Résultat, c'est gras, c'est lourd, c'est répugnant.
C'est alors que s'invitent les Fabuleux Délices de Madame Pamplemousse, et la Bête se transforme...
C'est indubitablement une lecture fantastique et enchanteresse. Déjà rien que la couverture donne envie d'avoir le livre entre les mains. Et croyez-moi les illustrations de Sue Hellard ne déçoivent pas un seul instant. Tout est beau dans ce roman, tout est délicieux et original. On a même le sentiment de plonger dans un Paris tout droit sorti d'un film coquet, ça fait très carte postale, mais c'est charmant.

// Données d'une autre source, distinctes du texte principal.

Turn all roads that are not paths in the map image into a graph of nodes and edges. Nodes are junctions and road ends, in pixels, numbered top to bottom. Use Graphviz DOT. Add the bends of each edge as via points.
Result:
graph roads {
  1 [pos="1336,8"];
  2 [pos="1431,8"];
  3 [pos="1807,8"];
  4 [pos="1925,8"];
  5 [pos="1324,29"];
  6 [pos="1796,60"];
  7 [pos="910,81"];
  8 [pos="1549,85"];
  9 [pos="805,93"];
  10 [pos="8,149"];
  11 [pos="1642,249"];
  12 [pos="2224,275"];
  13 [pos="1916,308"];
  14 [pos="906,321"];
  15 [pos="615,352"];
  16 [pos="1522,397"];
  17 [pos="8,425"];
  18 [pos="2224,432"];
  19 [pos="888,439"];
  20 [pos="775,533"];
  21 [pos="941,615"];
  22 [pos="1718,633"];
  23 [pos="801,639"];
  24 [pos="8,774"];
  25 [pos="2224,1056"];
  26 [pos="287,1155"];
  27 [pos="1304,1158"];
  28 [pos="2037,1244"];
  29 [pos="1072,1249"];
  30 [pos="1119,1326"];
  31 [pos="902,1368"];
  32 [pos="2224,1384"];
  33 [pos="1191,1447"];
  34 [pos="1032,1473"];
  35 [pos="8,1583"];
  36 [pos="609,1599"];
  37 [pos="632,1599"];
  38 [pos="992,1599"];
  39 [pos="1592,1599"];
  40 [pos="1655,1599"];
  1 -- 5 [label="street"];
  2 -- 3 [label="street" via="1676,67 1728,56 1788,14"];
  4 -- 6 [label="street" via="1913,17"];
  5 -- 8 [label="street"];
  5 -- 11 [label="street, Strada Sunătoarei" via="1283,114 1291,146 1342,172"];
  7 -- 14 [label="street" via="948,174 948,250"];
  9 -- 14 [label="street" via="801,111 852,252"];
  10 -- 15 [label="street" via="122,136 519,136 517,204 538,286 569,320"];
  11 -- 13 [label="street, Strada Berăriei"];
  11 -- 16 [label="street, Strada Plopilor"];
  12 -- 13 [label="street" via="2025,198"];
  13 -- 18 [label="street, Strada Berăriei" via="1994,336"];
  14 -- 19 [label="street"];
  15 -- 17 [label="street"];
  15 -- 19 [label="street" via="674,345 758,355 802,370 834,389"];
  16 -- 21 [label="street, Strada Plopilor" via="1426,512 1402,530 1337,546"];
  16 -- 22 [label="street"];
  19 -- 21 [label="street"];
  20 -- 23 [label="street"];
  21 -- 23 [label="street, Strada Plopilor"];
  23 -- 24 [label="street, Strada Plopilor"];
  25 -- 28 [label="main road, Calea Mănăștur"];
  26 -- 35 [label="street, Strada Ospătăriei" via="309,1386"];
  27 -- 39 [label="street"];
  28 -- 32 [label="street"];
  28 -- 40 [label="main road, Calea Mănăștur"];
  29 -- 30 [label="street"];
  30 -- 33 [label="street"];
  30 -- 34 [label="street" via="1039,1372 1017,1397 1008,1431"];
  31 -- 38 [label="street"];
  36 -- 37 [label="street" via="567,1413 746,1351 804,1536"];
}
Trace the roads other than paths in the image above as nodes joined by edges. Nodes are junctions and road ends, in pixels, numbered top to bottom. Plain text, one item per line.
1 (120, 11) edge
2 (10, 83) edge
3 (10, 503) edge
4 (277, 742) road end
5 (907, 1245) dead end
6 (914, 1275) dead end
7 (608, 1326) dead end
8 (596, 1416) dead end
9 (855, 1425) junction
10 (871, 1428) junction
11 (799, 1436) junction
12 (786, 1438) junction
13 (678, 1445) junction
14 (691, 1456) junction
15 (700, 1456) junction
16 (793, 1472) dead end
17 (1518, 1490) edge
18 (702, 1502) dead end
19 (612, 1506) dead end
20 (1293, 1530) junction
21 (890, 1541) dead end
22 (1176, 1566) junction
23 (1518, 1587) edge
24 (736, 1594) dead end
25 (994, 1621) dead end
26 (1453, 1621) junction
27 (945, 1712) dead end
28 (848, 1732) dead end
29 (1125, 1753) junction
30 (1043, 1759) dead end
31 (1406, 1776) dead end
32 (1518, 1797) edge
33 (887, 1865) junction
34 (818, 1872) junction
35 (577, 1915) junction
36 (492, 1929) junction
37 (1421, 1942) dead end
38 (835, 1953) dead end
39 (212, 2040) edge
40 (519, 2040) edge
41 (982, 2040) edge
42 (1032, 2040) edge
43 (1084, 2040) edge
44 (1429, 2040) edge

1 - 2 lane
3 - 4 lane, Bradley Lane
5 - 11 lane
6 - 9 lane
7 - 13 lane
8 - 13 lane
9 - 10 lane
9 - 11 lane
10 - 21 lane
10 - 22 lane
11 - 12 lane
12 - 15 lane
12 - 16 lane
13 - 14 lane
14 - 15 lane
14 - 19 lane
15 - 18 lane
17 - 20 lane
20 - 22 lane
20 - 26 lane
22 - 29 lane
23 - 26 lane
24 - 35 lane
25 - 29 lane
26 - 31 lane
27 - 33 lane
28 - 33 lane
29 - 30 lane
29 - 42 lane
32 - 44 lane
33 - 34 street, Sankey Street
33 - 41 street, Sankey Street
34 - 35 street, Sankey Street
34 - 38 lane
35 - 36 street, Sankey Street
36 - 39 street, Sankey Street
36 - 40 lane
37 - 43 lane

L'histoire ressemble également à un conte merveilleux, avec une jeune héroïne au coeur d'or, exploitée par un malotru, qui va se découvrir un don exceptionnel. De plus, l'écriture fait preuve d'élégance et de beaucoup d'imagination (l'inventaire des recettes et des délices fait tourner de l'oeil par exemple !). C'est dire le bonheur qu'on a de plonger dans l'univers de Rupert Kingfisher, et on ne le regrette pas.
Je connaissais la série dans sa version originale, et je suis très heureuse de la découvrir sur le marché français, c'est une découverte exquise, dont l'esthétisme vintage exerce un réel attrait. C'est à déguster sans attendre ! Le deuxième tome va paraître au mois de mai.
Madame Pamplemousse et ses Fabuleux Délices, par Rupert Kingfisher
illustrations de Sue Hellard - traduction par Valérie Le Plouhinec
Albin Michel jeunesse, coll. Witty, 2012
Où est l'escargot ?
Souvent, l’escargot se cache dans sa coquille. Mais cette coquille, où se cache-t-elle ? Derrière la queue en tire-bouchon d’un petit cochon ou dans la crosse d’un violon ? Sous les cornes bien enroulées d’un bouquetin ou à l’intérieur d’un serpentin ? Dans la crête des vagues, les volutes de fumée d’une pipe ? Les spirales dessinées par une patineuse sur glace ? Les bouts recourbés d’une paire de babouches ? C’est fou, le nombre de choses qui ont la forme d’un colimaçon !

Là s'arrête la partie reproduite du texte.